_Your goal:_
When you copy from the entries that follow, take only the lines from the one with "Quick job: Extract" down to the one with "Map reading. Build", keeping both ends and dropping every picture.

_Data extract:_
:::

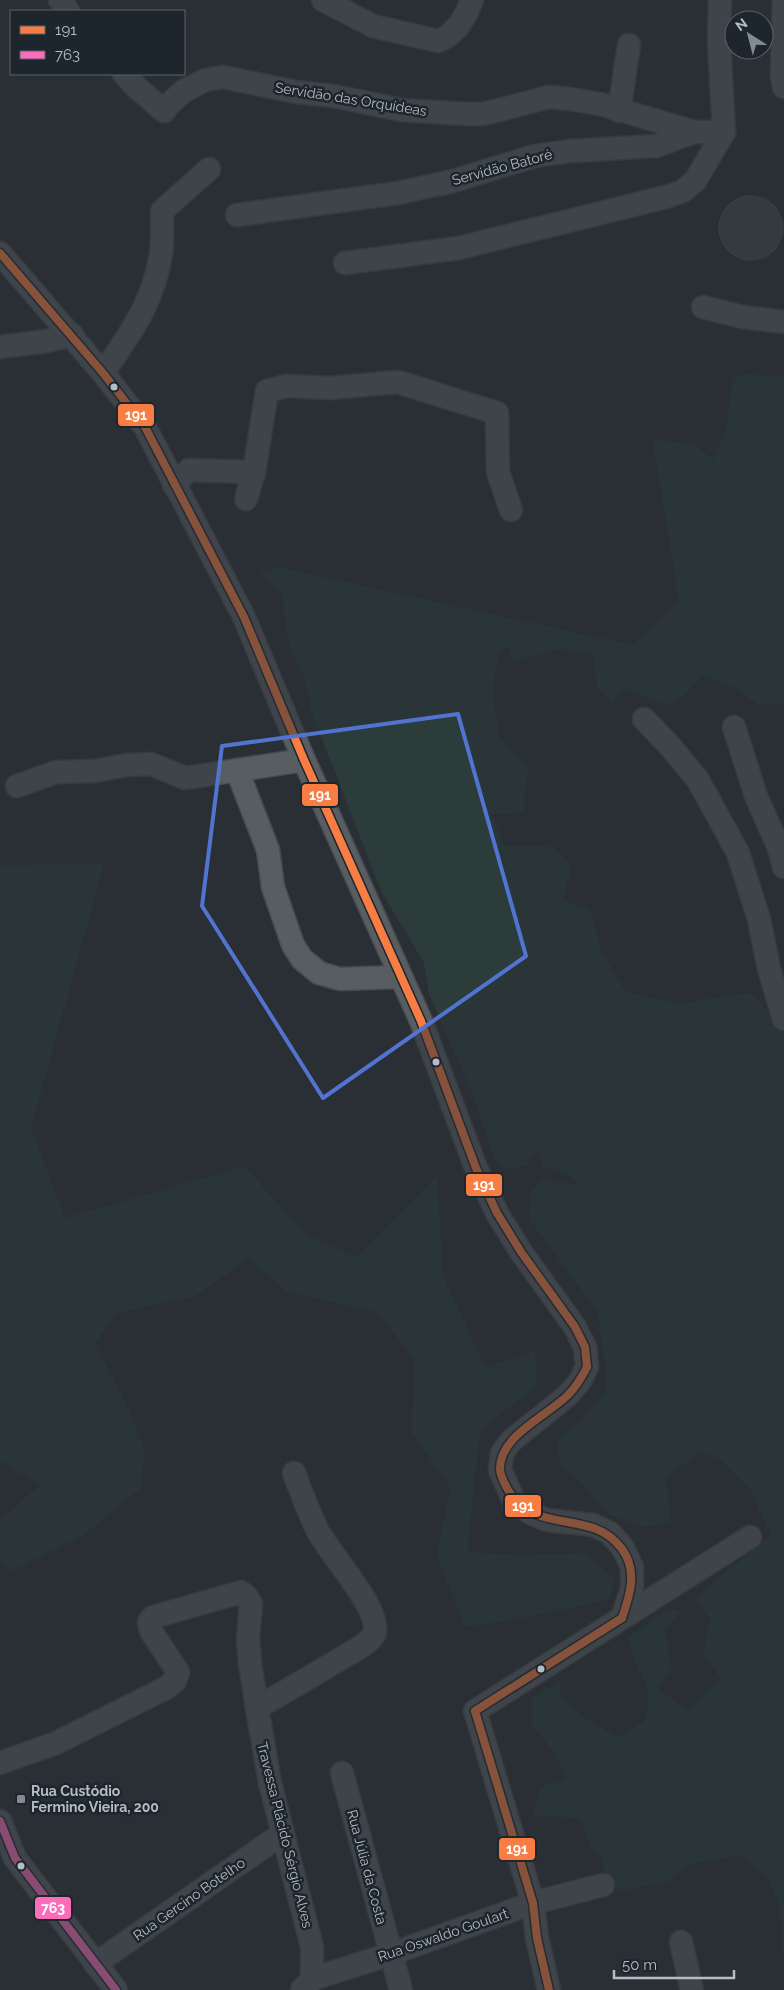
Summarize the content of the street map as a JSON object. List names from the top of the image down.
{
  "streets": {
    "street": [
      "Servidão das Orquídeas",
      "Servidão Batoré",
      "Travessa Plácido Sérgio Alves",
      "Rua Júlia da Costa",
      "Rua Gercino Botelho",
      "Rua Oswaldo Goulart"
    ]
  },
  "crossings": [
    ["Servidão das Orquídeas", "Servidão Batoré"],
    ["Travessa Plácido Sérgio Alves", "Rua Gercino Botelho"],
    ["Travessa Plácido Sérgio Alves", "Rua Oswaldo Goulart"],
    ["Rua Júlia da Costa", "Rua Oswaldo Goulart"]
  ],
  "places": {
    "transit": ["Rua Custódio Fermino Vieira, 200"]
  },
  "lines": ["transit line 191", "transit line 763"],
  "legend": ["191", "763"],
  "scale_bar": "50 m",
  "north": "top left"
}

:::

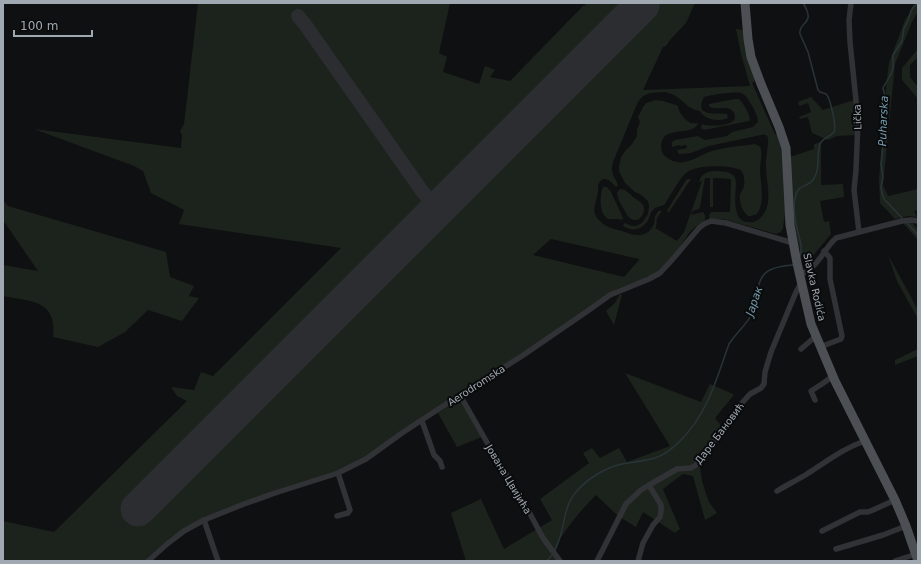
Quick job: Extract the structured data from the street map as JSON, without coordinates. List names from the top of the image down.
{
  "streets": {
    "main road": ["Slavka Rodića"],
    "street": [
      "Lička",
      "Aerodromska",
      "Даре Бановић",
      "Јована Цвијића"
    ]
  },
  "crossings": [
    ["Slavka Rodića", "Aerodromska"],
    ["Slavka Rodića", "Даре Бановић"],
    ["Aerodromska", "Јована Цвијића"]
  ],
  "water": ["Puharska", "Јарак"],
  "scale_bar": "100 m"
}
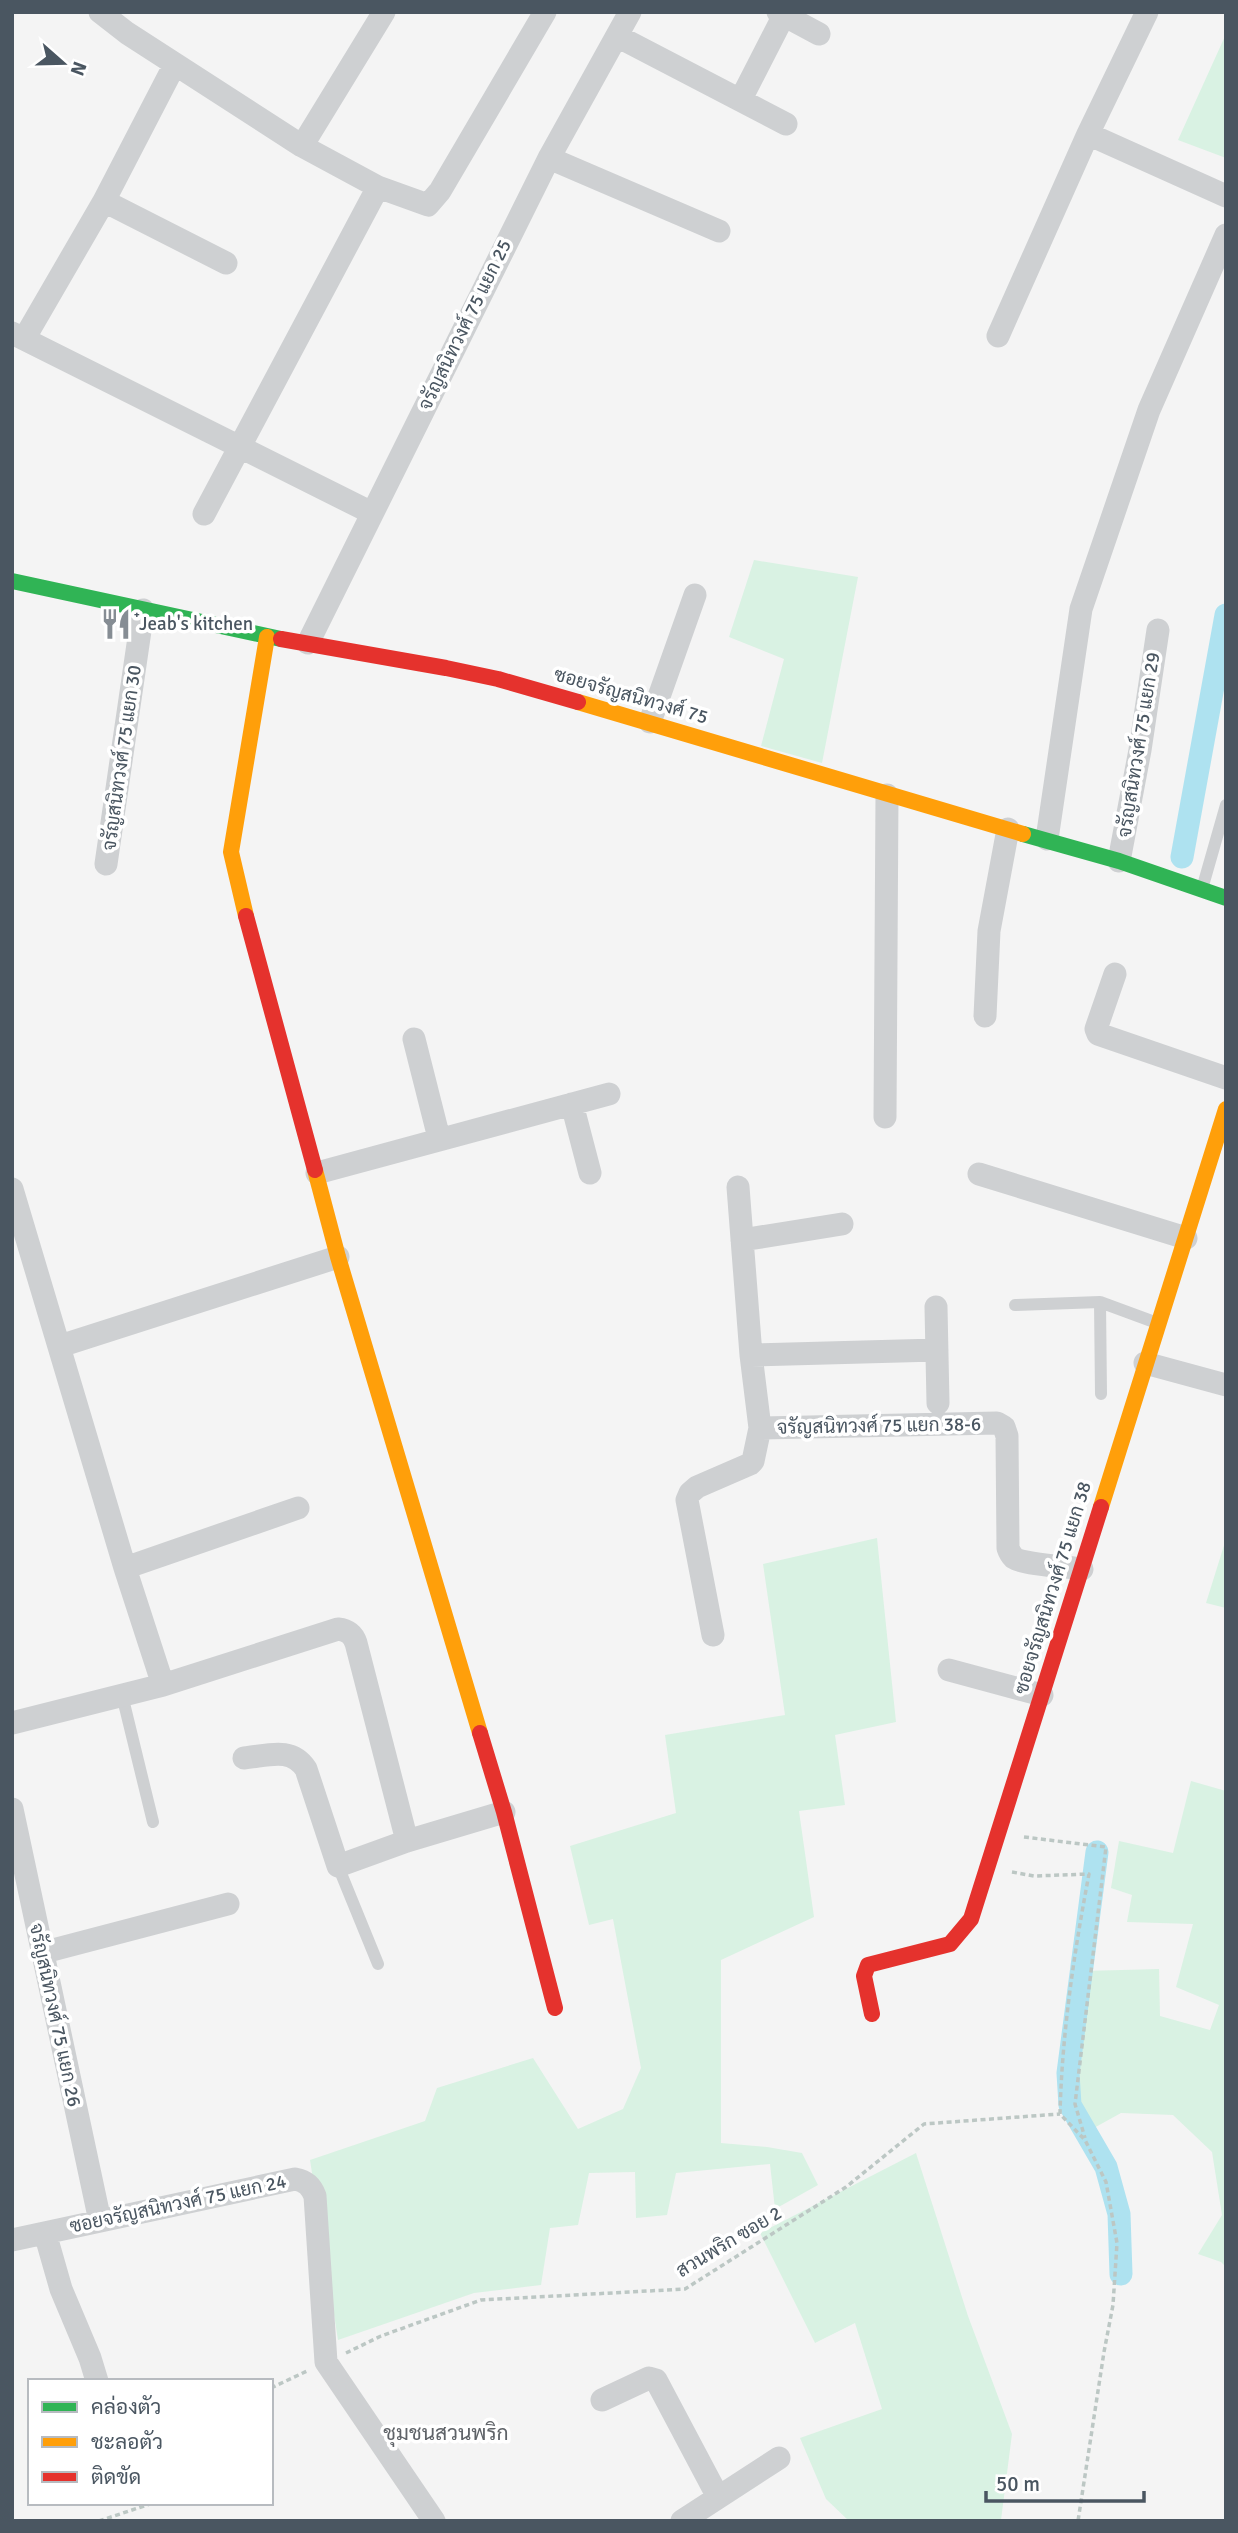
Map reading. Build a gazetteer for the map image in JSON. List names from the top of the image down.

:::

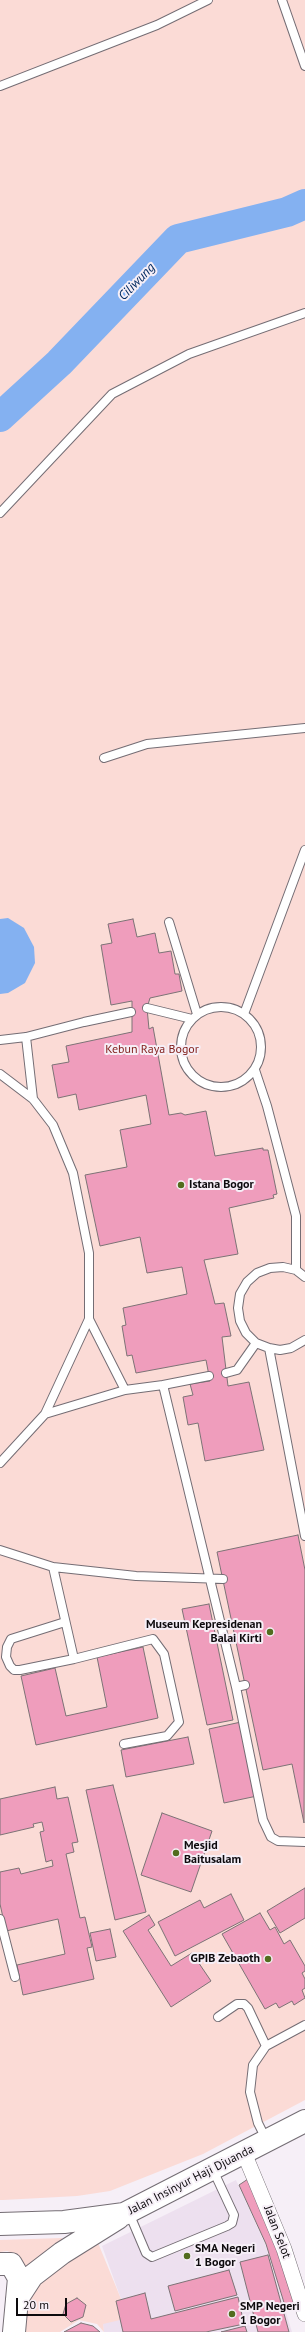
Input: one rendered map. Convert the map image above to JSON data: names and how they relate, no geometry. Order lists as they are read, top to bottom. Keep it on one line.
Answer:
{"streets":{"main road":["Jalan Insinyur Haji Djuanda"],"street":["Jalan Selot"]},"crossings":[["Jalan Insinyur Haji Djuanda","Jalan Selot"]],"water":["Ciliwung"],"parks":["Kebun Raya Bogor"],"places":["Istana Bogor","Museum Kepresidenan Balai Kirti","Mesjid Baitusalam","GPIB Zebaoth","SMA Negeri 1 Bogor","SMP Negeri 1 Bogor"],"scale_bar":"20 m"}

:::

_Expected answer:_
Quick job: Extract the structured data from the street map as JSON, without coordinates. List names from the top of the image down.
{
  "streets": {
    "main road": ["Slavka Rodića"],
    "street": [
      "Lička",
      "Aerodromska",
      "Даре Бановић",
      "Јована Цвијића"
    ]
  },
  "crossings": [
    ["Slavka Rodića", "Aerodromska"],
    ["Slavka Rodića", "Даре Бановић"],
    ["Aerodromska", "Јована Цвијића"]
  ],
  "water": ["Puharska", "Јарак"],
  "scale_bar": "100 m"
}
Map reading. Build a gazetteer for the map image in JSON. List names from the top of the image down.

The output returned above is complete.